Hablaron un rato más, principalmente sobre el año que ella había pasado allí. Luego Nicholas se puso de pie.

—Debo regresar al despacho. Mientras he estado ausente, el general ha dejado que se me amontonara el trabajo. No puedo culparlo. No hay nadie que me iguale como analista de la conducta humana. —Se acercó a la puerta; se detuvo y se volvió para mirarla—. ¿Estás segura de que no quieres cambiar de bando, Anna? Podríamos contar con otro experto en humanidad.

—No —respondió ella.

—Lo más probable es que tengas razón. Del otro lado necesitamos gente que simpatice con nosotros.

Se marchó.

Anna llevó los dos tazones a la cocina. Él había lavado los platos del desayuno y los había dejado cuidadosamente amontonados, limpios y secos, pero no guardados, como en un mudo reproche.

Al mirar los platos sintió pena por Ettin Gwarha. Imaginó lo que sería pasar la vida con alguien a quien le resulta imposible dejar de limpiar.

Un nuevo grupo de mujeres había llegado en la misma nave que Nicholas y Matsehar. Anna no tenía idea del motivo de su visita. Habían ido a hablar con ella, sí. ¿Pero por qué? La gran discusión había terminado.
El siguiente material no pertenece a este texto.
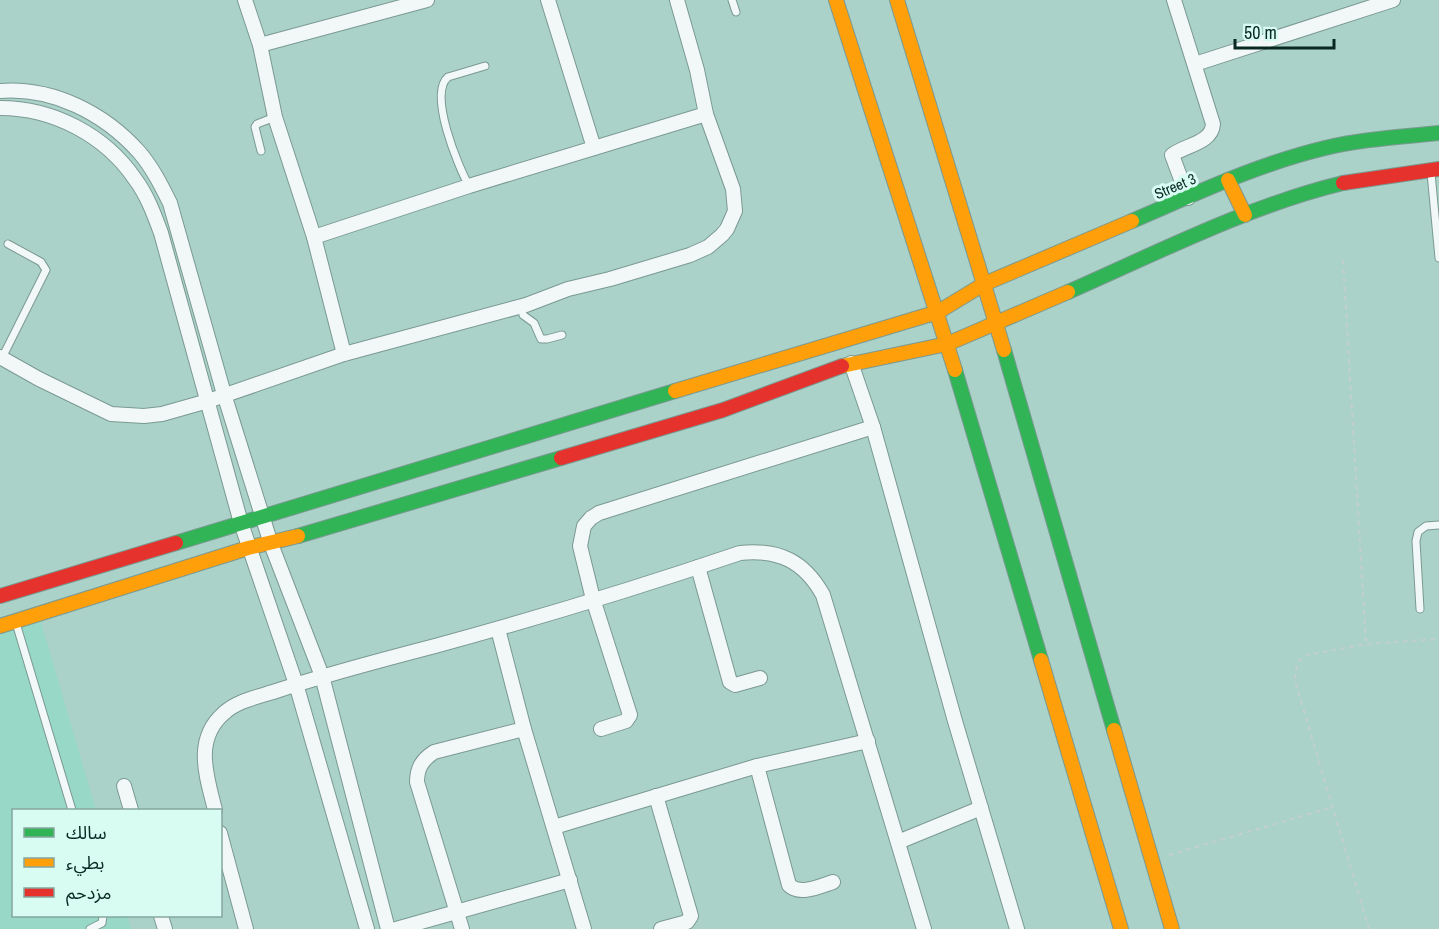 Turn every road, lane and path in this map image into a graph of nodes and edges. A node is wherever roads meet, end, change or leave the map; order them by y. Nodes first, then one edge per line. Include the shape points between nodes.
1 (245, 0) edge
2 (427, 0) edge
3 (548, 0) edge
4 (677, 0) edge
5 (732, 0) edge
6 (836, 0) edge
7 (897, 0) edge
8 (1174, 0) edge
9 (1393, 0) edge
10 (398, 4) edge
11 (736, 12) dead end
12 (260, 45) junction
13 (1195, 64) junction
14 (485, 66) dead end
15 (0, 91) edge
16 (0, 108) edge
17 (706, 114) junction
18 (275, 117) junction
19 (1439, 133) edge
20 (594, 148) junction
21 (261, 151) dead end
22 (1435, 169) edge
23 (1228, 180) junction
24 (469, 186) junction
25 (1188, 198) junction
26 (1245, 215) junction
27 (314, 237) junction
28 (8, 244) dead end
29 (1439, 258) edge
30 (1343, 260) dead end
31 (984, 284) junction
32 (526, 305) junction
33 (938, 312) junction
34 (996, 321) junction
35 (562, 335) dead end
36 (947, 344) junction
37 (344, 354) junction
38 (1, 358) edge
39 (851, 363) junction
40 (224, 394) junction
41 (208, 401) junction
42 (873, 427) junction
43 (262, 517) junction
44 (241, 523) junction
45 (1439, 525) edge
46 (271, 544) junction
47 (248, 548) junction
48 (699, 567) junction
49 (0, 596) edge
50 (593, 599) junction
51 (1420, 609) dead end
52 (15, 621) junction
53 (0, 626) edge
54 (498, 629) junction
55 (1439, 639) edge
56 (1366, 644) junction
57 (322, 676) junction
58 (760, 678) dead end
59 (296, 684) junction
60 (524, 729) junction
61 (601, 729) dead end
62 (868, 741) junction
63 (757, 766) junction
64 (124, 786) dead end
65 (656, 796) junction
66 (1333, 807) junction
67 (981, 808) junction
68 (72, 809) edge
69 (130, 809) edge
70 (215, 809) edge
71 (554, 827) junction
72 (222, 840) edge
73 (898, 842) junction
74 (1151, 860) junction
75 (570, 880) junction
76 (833, 882) dead end
77 (457, 912) junction
78 (103, 917) edge
79 (90, 929) edge
80 (246, 929) edge
81 (367, 929) edge
82 (388, 929) edge
83 (396, 929) edge
84 (462, 929) edge
85 (584, 929) edge
86 (662, 929) edge
87 (924, 929) edge
88 (1017, 929) edge
89 (1121, 929) edge
90 (1172, 929) edge
91 (1370, 929) edge

1 - 12 street
2 - 10 street
3 - 20 street
4 - 17 street
5 - 11 lane
6 - 33 street
7 - 31 street
8 - 13 street
9 - 13 street
10 - 12 street
12 - 18 street
13 - 25 street via 1213,131 1209,137 1172,155
14 - 24 lane via 448,77 442,87 443,116
15 - 40 street via 41,93 69,102 119,132 140,153 170,203
16 - 41 street via 35,111 64,121 91,135 135,178 161,233
17 - 20 street
17 - 32 street via 735,201 735,211 722,235 690,255 568,289
18 - 21 lane via 255,127
18 - 27 street
19 - 23 street, Street 3 via 1325,148
20 - 24 street
22 - 26 street via 1343,183
22 - 29 lane
23 - 25 street, Street 3
23 - 26 street
24 - 27 street
25 - 31 street, Street 3
26 - 34 street
27 - 37 street
28 - 38 lane via 41,261 46,270
30 - 56 path
31 - 33 street, Street 3
31 - 34 street
32 - 35 lane via 523,315 534,323 542,339
32 - 37 street
33 - 36 street
33 - 43 street, Street 3
34 - 36 street
34 - 74 street
36 - 39 street
36 - 89 street
37 - 40 street
38 - 41 street via 111,414 162,414
39 - 42 street
39 - 46 street via 723,410
40 - 41 street
40 - 43 street
41 - 44 street
42 - 50 street via 599,513 584,526 579,546
42 - 67 street
43 - 44 street, Street 3
43 - 46 street
44 - 47 street
44 - 49 street, Street 3
45 - 51 lane via 1426,526 1418,532
46 - 47 street
46 - 57 street
47 - 52 street
47 - 59 street
48 - 50 street
48 - 58 street via 730,682 735,685
48 - 62 street via 754,552 783,556 807,572 823,595
50 - 54 street
50 - 61 street via 630,715 626,721
52 - 53 street
52 - 68 lane
54 - 57 street
54 - 60 street
55 - 56 path
56 - 66 path via 1307,655 1297,663 1295,681
57 - 59 street
57 - 82 street
59 - 70 street via 236,704 212,726 203,758
59 - 81 street
60 - 71 street
60 - 77 street via 443,749 420,764 417,782
62 - 63 street
62 - 73 street
63 - 65 street
63 - 76 street via 789,885 801,891
64 - 69 street
65 - 71 street
65 - 86 street via 691,916 687,922
66 - 74 path
66 - 91 path
67 - 73 street
67 - 88 street
71 - 75 street
72 - 80 street
73 - 87 street
74 - 90 street
75 - 77 street
75 - 85 street
77 - 83 street
77 - 84 street
78 - 79 lane via 102,923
La decisión estaba tomada; y el equipo de diplomáticos humanos aún no sabía que la humanidad había sido juzgada y considerada más o menos pasable. Ahora eso le parecía divertido.

Quedó muy impresionada por una política de Harag, una mujer de la estatura de Lugala Minti, de grueso pelaje, más pardo que gris, que la hacía parecer aún más grande de lo que era. El pelaje era listado, y las arrugas de su rostro formaban una especie de máscara diabólica donde se destacaban los ojos de color amarillo pálido. La voz de la mujer era profunda, baja, áspera y metálica. Parecía un motor al que le faltara lubricante.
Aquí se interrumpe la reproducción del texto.